The Acheneau (/fr/) is a French river in the Loire-Atlantique Department, in the Pays de la Loire region, a tributary on the left bank of the Loire which is fed by the Lac de Grand-Lieu.

== Geography ==
Beginning at the north of the Lac de Grand-Lieu, the Acheneau is joined from the south by the Tenu at Saint-Léger-les-Vignes. After passing through Port-Saint-Père, it passes Cheix-en-Retz and the confluence of the Blanche, also from the south, then reaches the outskirts of Rouans, from which it takes the 4 km route of the Buzay canal which, after crossing the Martinière canal, joins the Loire at the end of a 29.8 km route. Before the construction of the Buzay canal, the current “Vue étier” formed its natural course between Vue (source) and Rouans (confluence).

=== Municipalities and cantons crossed ===
Entirely in the department of Loire-Atlantique, the Acheneau crosses the nine municipalities of Saint-Philbert-de-Grand-Lieu (origin), Bouaye, Saint-Mars-de-Coutais, Saint-Léger-les-Vignes, Port-Saint-Père, Brains, Rouans, Cheix-en-Retz, and Le Pellerin (confluence).

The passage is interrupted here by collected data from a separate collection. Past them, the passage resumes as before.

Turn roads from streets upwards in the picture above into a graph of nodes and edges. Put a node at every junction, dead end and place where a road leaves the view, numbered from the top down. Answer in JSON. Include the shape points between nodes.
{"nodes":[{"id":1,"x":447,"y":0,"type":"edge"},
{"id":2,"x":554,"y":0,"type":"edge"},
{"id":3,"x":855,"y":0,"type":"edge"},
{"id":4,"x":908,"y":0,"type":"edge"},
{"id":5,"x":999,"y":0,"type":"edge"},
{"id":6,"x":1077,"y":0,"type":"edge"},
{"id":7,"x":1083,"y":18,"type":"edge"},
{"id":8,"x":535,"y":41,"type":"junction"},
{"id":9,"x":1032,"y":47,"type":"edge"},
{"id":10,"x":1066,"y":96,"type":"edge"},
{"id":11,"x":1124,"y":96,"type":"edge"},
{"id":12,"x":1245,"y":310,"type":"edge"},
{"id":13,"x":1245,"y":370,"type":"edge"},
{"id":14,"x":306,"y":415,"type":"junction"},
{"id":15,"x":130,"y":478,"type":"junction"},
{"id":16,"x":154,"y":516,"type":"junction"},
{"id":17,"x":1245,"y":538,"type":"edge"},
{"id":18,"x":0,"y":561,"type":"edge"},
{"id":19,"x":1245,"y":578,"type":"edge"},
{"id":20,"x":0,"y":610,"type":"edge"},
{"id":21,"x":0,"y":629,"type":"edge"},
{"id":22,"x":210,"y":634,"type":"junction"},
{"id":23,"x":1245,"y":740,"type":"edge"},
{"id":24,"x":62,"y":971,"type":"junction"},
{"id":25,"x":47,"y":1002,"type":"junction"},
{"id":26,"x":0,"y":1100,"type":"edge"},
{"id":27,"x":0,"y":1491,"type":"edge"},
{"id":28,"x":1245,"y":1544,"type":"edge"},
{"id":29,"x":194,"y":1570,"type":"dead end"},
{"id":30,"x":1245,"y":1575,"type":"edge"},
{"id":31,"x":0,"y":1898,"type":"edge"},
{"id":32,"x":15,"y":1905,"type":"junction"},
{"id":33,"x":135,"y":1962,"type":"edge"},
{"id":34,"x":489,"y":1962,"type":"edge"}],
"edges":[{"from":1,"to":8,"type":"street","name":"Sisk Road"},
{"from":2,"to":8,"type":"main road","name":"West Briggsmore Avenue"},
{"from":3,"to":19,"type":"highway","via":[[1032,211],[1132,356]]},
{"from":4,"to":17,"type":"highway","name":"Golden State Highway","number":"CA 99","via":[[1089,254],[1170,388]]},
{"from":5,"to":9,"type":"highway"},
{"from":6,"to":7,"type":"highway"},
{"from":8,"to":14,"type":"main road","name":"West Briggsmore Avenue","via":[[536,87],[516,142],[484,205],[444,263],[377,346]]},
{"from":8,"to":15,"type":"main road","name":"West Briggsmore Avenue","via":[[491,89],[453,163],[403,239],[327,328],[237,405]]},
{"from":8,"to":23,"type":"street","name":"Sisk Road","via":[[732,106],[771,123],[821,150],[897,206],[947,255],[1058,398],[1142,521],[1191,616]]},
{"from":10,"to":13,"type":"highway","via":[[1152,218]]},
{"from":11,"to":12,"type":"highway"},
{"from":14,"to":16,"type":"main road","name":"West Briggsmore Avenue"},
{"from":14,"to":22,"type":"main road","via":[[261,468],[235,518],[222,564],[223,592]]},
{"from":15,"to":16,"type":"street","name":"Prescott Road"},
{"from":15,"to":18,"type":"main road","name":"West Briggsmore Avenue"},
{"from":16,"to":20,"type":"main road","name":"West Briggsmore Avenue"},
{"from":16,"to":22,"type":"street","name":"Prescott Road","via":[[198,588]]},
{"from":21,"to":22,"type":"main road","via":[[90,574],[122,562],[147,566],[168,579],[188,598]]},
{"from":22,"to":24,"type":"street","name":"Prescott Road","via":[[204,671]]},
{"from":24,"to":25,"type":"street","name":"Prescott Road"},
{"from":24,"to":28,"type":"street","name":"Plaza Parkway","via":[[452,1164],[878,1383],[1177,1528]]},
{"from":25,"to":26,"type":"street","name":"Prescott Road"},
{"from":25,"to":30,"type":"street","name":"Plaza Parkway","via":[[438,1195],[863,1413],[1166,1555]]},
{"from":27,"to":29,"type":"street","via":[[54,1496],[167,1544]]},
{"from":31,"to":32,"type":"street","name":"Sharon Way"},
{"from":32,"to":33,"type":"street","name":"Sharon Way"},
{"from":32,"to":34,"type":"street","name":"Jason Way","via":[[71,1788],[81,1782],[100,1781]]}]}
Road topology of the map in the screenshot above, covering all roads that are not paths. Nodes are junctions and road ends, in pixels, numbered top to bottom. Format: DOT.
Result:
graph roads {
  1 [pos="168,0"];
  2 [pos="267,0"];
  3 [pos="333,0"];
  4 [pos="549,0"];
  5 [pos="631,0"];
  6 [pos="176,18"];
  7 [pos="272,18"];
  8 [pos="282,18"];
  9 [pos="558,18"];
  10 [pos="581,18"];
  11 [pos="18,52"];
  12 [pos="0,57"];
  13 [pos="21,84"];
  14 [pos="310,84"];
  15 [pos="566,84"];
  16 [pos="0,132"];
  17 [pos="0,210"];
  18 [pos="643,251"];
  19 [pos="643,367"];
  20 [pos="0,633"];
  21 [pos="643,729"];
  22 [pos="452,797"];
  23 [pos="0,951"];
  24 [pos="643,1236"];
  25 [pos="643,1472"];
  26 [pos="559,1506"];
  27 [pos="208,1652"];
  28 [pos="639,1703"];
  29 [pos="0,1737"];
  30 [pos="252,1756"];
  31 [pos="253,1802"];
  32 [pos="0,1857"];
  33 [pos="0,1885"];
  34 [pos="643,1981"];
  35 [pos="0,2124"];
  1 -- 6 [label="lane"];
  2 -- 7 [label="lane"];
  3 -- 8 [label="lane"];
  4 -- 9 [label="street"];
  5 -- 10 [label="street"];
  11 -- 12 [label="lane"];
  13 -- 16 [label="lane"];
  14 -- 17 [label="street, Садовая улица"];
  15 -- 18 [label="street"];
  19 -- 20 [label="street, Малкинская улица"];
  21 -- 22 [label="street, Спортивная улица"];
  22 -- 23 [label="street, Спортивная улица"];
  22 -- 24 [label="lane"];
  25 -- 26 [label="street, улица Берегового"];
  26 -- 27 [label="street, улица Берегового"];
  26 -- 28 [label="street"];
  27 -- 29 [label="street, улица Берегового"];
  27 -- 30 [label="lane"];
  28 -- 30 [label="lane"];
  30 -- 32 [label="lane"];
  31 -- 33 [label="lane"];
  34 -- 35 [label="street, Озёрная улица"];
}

In terms of cantons, the Acheneau originates in the canton of Saint-Philbert-de-Grand-Lieu, crosses the canton of Rezé-1, canton of Machecoul-Saint-Même and its confluence lies in the canton of Saint-Brevin-les-Pins, all in the Arrondissement of Nantes.

=== Watershed ===
The Acheneau crosses four hydrographic zones as defined by Sandre, but most of its course lies within the zone "Acheneau from the Tenu to the Canal de Buzay & Canal de Buzay to the Loire". Its origin lies in the zone "Boulogne from the Rau du Redour to the Lac de Grand Lieu & the Acheneau from its source to the Tenu". Its final sections fall in the zones "The Loire from the L'Erdre to the Canal de Buzay" and "The Loire from Canal de Buzay to the Etier de Cordemais".
When considered with its tributaries (Blanche and Tenu) and the rivers of the Lac de Grand Lieu (Ognon and Boulogne), the entire watershed covers a vast swathe from the south to the west of Nantes.

=== Management ===
L'Acheneau is managed by the Syndicat d’Aménagement Hydraulique du Sud-Loire (South-Loire Hydraulic Development Syndicate) (SAH). This watercourse has such a low gradient that its course can be reversed when sufficiently high tides influence the level of the river. To manage water levels in the bordering marshlands, the Lac de Grand-Lieu, the Tenu, and even as far as the Marais Breton, a complex system of automated and remotely controlled locks, sluices and pumps have been developed on the river and related watercourses to regulate the flows. The Percée de Buzay at the river's junction with the Canal de la Martinière at Le Pellerin and the Vieux Buzay sluice between the same canal and the river at Rouans control the flow to and from the Loire. The Grandlieu or Bouaye sluice between the communes of Bouaye and Saint-Mars-de-Coutais regulates flow between the river and the lake.